[Material supplied — start]

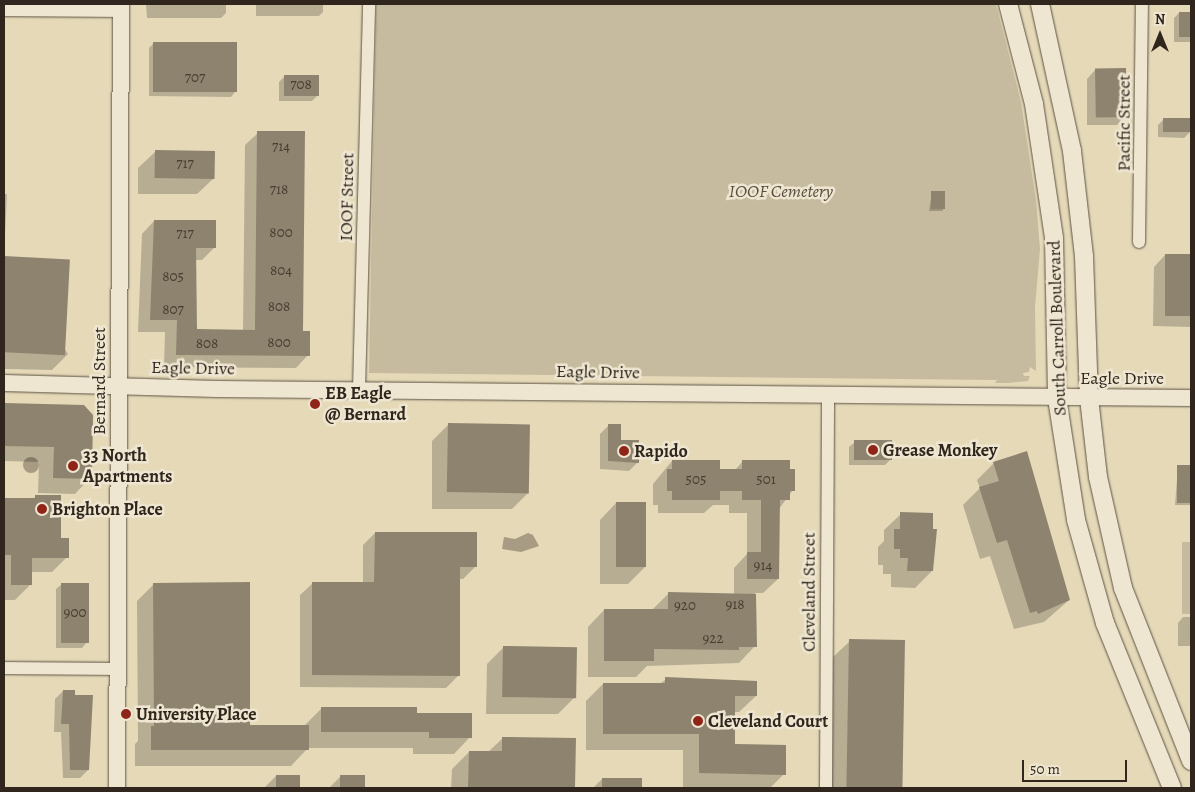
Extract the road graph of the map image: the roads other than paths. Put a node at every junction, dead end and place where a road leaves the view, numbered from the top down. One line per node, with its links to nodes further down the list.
1 (369, 4): 10 (street, IOOF Street)
2 (1008, 4): 12 (main road, South Carroll Boulevard)
3 (1040, 4): 13 (main road, South Carroll Boulevard)
4 (1142, 4): 7 (street, Pacific Street)
5 (121, 7): 6 (street); 9 (street, Bernard Street)
6 (4, 10)
7 (1139, 242)
8 (4, 383): 9 (street, Eagle Drive)
9 (119, 386): 10 (street, Eagle Drive); 18 (street, Bernard Street)
10 (359, 390): 11 (street, Eagle Drive)
11 (828, 396): 12 (street, Eagle Drive); 21 (street, Cleveland Street)
12 (1057, 398): 13 (street, Eagle Drive); 16 (main road, South Carroll Boulevard)
13 (1089, 398): 14 (street, Eagle Drive); 15 (main road, South Carroll Boulevard)
14 (1191, 398)
15 (1133, 614): 16 (main road); 19 (main road, South Carroll Boulevard)
16 (1105, 623): 22 (main road, South Carroll Boulevard)
17 (4, 668): 18 (street)
18 (117, 669): 20 (street, Bernard Street)
19 (1191, 761)
20 (117, 788)
21 (826, 788)
22 (1172, 788)

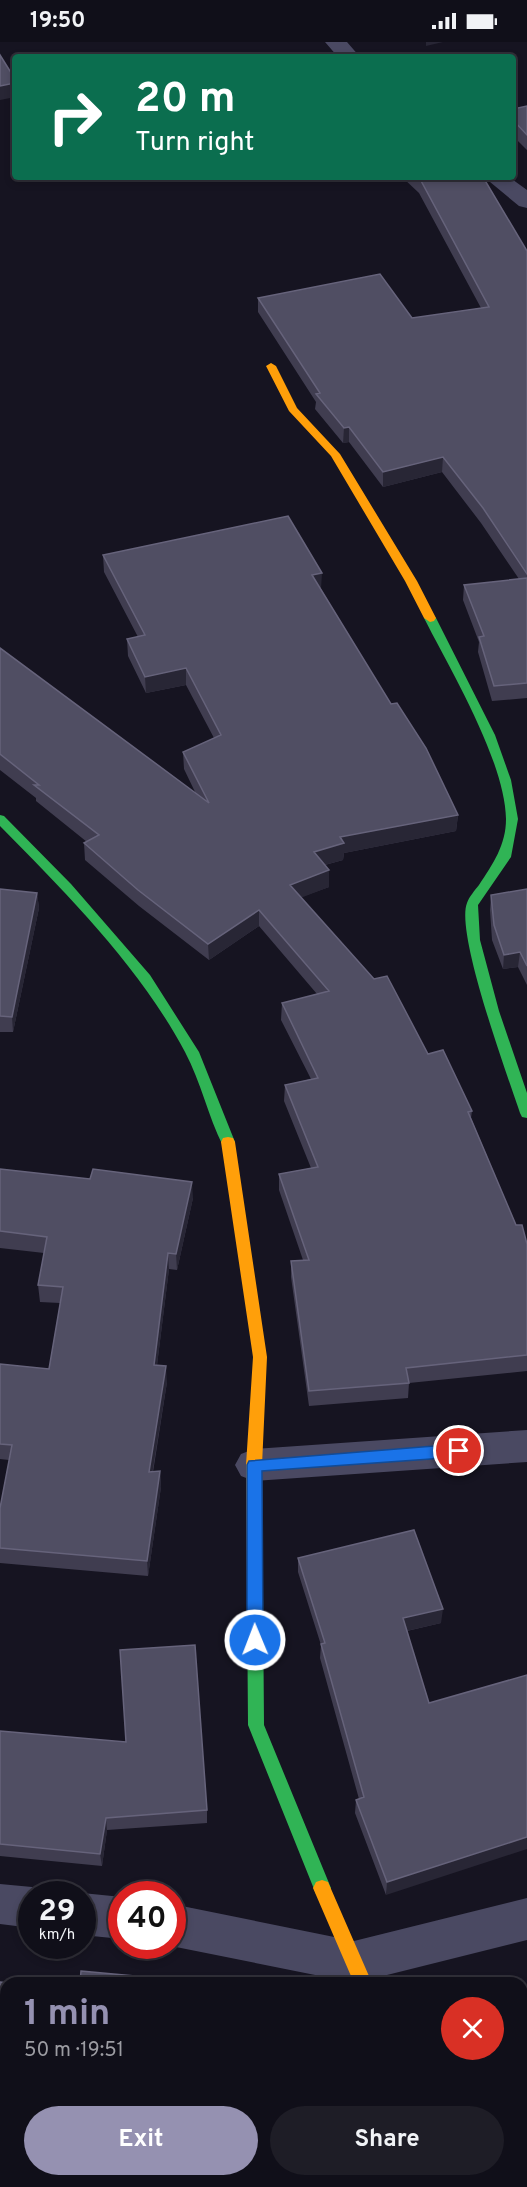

[Material supplied — finish]

Directions for this task:
Transcribe all of the records exactly, without reproducing their pictures.

Output for this task:
Extract the road graph of the map image: the roads other than paths. Put a node at every junction, dead end and place where a road leaves the view, numbered from the top down. One line per node, with its links to nodes further down the list.
1 (369, 4): 10 (street, IOOF Street)
2 (1008, 4): 12 (main road, South Carroll Boulevard)
3 (1040, 4): 13 (main road, South Carroll Boulevard)
4 (1142, 4): 7 (street, Pacific Street)
5 (121, 7): 6 (street); 9 (street, Bernard Street)
6 (4, 10)
7 (1139, 242)
8 (4, 383): 9 (street, Eagle Drive)
9 (119, 386): 10 (street, Eagle Drive); 18 (street, Bernard Street)
10 (359, 390): 11 (street, Eagle Drive)
11 (828, 396): 12 (street, Eagle Drive); 21 (street, Cleveland Street)
12 (1057, 398): 13 (street, Eagle Drive); 16 (main road, South Carroll Boulevard)
13 (1089, 398): 14 (street, Eagle Drive); 15 (main road, South Carroll Boulevard)
14 (1191, 398)
15 (1133, 614): 16 (main road); 19 (main road, South Carroll Boulevard)
16 (1105, 623): 22 (main road, South Carroll Boulevard)
17 (4, 668): 18 (street)
18 (117, 669): 20 (street, Bernard Street)
19 (1191, 761)
20 (117, 788)
21 (826, 788)
22 (1172, 788)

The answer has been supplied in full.